Я не рассказал ей и уже не расскажу, как, узнав о самоубийстве Марты, прошел под проливным дождем в одной рубашке все двенадцать километров до фермы ее мужа. Я желал только одного – дотянуться до его шеи и перегрызть кадык. Я тоже хотел заполнить пустоту, я тоже научился ее замечать...
Но когда я пришел, вышиб дверь и ворвался в дом, он был пьян в дупель и ни хрена не понимал. Я даже не уверен, помнил ли он о том, что его жена только что перерезала себе вены.
Хотя зря я так... Может, и он тогда понял, что такое пустота, пусть на своем
Я так и не тронул его тогда. Я решил вернуться в Эпицентр.

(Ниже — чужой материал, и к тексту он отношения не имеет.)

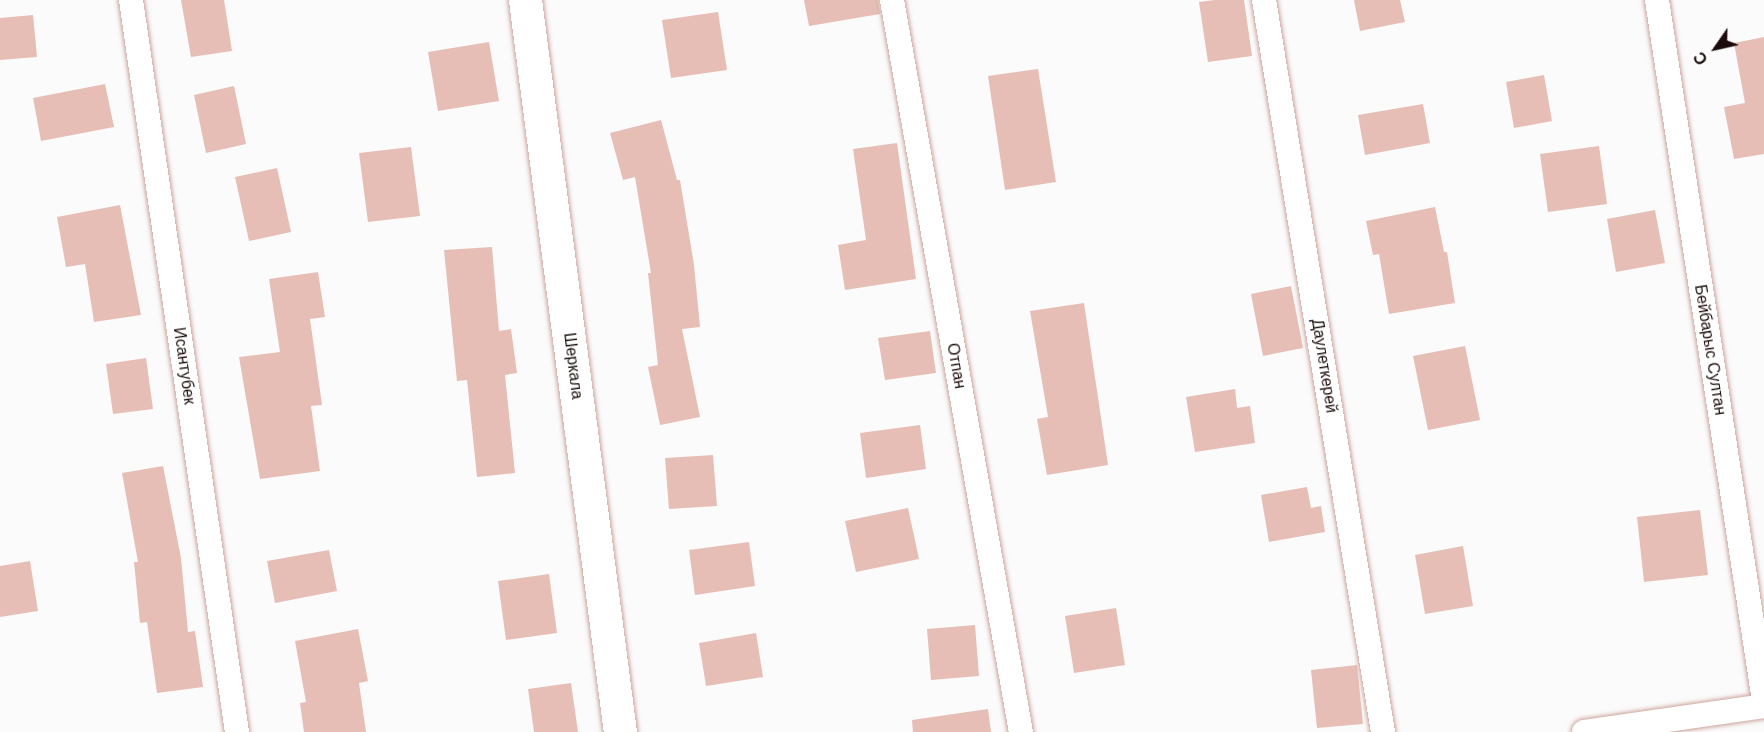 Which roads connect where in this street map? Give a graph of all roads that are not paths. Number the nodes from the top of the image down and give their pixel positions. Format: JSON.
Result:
{"nodes":[{"id":1,"x":131,"y":0,"type":"edge"},
{"id":2,"x":525,"y":0,"type":"edge"},
{"id":3,"x":892,"y":0,"type":"edge"},
{"id":4,"x":1264,"y":0,"type":"edge"},
{"id":5,"x":1657,"y":0,"type":"edge"},
{"id":6,"x":1764,"y":701,"type":"edge"},
{"id":7,"x":1764,"y":706,"type":"edge"},
{"id":8,"x":237,"y":732,"type":"edge"},
{"id":9,"x":620,"y":732,"type":"edge"},
{"id":10,"x":1021,"y":732,"type":"edge"},
{"id":11,"x":1383,"y":732,"type":"edge"},
{"id":12,"x":1584,"y":732,"type":"edge"}],
"edges":[{"from":1,"to":8,"type":"street","name":"Исантубек"},
{"from":2,"to":9,"type":"street","name":"Шеркала"},
{"from":3,"to":10,"type":"street","name":"Отпан"},
{"from":4,"to":11,"type":"street","name":"Даулеткерей"},
{"from":5,"to":6,"type":"street","name":"Бейбарыс Султан"},
{"from":7,"to":12,"type":"street"}]}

Так вот, если бы у меня была возможность заполнить пустоту – смог бы я остановиться, послушаться разума? Не знаю. Я не говорю: «Не уверен», я говорю: «Не знаю».
37. О скотных дворах
Придя в себя – а на это потребовалось около двух часов, – Сабж молча поднялся и подошел к границе Нулевой. Он стоял там долго, изредка делая шаг-другой в сторону, потом возвращаясь на прежнее место. Казалось, он к чему-то принюхивается. Он не впадал в транс, не закатывал глаз, но было видно: что-то происходит, и это что-то очень беспокоит Сабжа. А беспокоить Проводника в Эпицентре могло только одно.
– Волна, – уверенно сказал Сабж несколько минут спустя, – пока она еще далеко и движется не в нашу сторону. Думаю, пройдет мимо, ближе к другой окраине города.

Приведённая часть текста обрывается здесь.